Collected data entries
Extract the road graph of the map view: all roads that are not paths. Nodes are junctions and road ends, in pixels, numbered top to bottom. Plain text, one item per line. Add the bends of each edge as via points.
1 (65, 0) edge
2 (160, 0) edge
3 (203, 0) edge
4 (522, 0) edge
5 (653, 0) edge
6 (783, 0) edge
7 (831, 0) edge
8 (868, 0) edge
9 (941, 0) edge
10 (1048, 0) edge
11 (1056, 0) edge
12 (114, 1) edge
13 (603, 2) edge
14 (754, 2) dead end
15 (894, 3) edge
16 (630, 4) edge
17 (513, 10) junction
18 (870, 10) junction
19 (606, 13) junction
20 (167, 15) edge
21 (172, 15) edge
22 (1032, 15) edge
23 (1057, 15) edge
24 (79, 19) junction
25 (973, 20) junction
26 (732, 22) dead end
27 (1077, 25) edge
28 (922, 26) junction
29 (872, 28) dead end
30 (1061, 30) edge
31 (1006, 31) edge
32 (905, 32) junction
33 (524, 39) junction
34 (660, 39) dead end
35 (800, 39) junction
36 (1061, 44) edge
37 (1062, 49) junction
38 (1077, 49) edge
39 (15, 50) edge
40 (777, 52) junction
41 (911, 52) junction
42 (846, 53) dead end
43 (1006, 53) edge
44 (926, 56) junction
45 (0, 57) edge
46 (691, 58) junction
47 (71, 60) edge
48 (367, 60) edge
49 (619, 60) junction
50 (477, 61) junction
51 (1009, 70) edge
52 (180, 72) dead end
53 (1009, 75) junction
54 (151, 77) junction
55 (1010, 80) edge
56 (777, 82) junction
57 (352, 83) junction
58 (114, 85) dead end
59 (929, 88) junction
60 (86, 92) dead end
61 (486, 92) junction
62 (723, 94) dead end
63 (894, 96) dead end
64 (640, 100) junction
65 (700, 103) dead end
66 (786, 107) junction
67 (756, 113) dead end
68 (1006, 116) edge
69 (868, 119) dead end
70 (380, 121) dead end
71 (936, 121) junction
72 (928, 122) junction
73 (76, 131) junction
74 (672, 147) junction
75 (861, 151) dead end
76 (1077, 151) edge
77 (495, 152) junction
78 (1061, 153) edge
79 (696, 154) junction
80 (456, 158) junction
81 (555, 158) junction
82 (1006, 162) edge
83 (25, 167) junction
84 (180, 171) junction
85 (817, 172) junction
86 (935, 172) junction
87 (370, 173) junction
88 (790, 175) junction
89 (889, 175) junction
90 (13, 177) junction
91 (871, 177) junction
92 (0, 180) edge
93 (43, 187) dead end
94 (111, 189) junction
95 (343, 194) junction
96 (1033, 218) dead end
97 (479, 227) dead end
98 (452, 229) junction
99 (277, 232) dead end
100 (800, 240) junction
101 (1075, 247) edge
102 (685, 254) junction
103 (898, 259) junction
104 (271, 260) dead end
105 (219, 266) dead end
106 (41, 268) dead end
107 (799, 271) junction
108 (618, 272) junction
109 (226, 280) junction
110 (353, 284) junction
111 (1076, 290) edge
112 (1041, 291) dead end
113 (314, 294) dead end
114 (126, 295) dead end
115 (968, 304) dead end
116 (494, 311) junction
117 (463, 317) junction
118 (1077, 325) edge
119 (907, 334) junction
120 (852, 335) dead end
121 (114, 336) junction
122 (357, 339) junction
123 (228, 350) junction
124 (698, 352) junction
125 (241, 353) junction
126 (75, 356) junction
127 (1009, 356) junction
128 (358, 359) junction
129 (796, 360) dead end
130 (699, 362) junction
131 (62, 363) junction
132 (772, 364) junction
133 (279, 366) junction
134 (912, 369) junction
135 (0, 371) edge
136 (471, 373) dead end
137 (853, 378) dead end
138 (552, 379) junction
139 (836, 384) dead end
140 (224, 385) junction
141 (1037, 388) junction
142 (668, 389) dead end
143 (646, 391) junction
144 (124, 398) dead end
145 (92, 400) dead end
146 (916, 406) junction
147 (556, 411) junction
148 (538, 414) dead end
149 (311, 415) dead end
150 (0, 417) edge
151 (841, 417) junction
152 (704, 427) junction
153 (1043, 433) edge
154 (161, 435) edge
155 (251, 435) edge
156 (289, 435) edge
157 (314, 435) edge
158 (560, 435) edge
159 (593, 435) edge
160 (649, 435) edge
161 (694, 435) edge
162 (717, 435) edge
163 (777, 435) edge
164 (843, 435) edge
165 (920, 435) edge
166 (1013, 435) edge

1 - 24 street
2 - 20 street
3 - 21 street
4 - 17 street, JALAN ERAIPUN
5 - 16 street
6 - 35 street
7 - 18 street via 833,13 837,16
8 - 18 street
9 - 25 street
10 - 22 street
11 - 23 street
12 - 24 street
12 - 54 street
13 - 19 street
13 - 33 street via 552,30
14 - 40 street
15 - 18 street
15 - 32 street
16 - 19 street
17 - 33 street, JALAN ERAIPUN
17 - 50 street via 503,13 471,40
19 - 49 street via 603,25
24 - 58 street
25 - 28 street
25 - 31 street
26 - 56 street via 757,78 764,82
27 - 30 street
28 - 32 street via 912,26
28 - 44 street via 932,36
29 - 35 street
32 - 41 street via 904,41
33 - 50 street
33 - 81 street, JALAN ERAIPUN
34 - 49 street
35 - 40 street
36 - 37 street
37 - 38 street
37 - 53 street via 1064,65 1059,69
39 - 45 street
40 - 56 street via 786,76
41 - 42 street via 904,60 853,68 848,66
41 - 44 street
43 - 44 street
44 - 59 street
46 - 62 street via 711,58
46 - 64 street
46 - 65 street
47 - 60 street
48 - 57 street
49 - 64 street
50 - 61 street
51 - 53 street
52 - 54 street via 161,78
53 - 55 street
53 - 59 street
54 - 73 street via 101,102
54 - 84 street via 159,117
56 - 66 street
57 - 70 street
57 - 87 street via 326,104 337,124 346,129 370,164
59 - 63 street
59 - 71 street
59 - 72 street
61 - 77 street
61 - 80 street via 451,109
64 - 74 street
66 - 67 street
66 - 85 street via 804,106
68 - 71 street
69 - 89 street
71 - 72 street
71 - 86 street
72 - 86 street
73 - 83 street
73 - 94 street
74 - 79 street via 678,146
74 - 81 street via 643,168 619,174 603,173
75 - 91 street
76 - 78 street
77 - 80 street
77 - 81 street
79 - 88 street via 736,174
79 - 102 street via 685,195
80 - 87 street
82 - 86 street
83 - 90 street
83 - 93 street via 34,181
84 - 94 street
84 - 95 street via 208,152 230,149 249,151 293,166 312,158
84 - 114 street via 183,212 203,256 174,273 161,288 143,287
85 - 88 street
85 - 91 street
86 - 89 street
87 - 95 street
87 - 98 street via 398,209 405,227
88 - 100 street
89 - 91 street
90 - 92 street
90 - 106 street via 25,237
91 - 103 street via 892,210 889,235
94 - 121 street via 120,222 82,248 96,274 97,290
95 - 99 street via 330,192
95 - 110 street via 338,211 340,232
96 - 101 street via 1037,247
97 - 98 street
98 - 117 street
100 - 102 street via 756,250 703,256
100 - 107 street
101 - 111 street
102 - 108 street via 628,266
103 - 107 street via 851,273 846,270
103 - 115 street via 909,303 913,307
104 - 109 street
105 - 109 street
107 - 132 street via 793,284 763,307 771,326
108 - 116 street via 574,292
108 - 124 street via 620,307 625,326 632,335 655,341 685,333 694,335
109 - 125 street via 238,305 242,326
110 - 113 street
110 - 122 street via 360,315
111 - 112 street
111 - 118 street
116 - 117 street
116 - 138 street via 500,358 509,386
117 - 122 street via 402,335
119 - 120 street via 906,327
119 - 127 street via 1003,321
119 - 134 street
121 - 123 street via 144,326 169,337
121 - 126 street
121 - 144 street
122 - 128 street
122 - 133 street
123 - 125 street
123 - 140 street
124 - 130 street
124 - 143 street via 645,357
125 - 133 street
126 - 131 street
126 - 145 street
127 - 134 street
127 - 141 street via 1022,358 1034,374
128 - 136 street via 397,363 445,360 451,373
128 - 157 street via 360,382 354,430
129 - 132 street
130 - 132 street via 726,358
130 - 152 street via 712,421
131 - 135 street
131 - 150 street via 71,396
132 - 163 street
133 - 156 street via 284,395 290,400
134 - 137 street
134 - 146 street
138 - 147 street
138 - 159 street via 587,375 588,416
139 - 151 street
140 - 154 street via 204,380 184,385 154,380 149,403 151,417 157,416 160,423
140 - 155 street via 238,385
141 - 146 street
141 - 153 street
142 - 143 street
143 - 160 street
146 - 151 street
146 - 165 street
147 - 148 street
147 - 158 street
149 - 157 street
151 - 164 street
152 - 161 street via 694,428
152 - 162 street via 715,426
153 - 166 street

YOUR ASSIGNMENT
Search the entries for the word "JALAN" and copy every line that has it.

RESULT OF THIS TASK
4 - 17 street, JALAN ERAIPUN
17 - 33 street, JALAN ERAIPUN
33 - 81 street, JALAN ERAIPUN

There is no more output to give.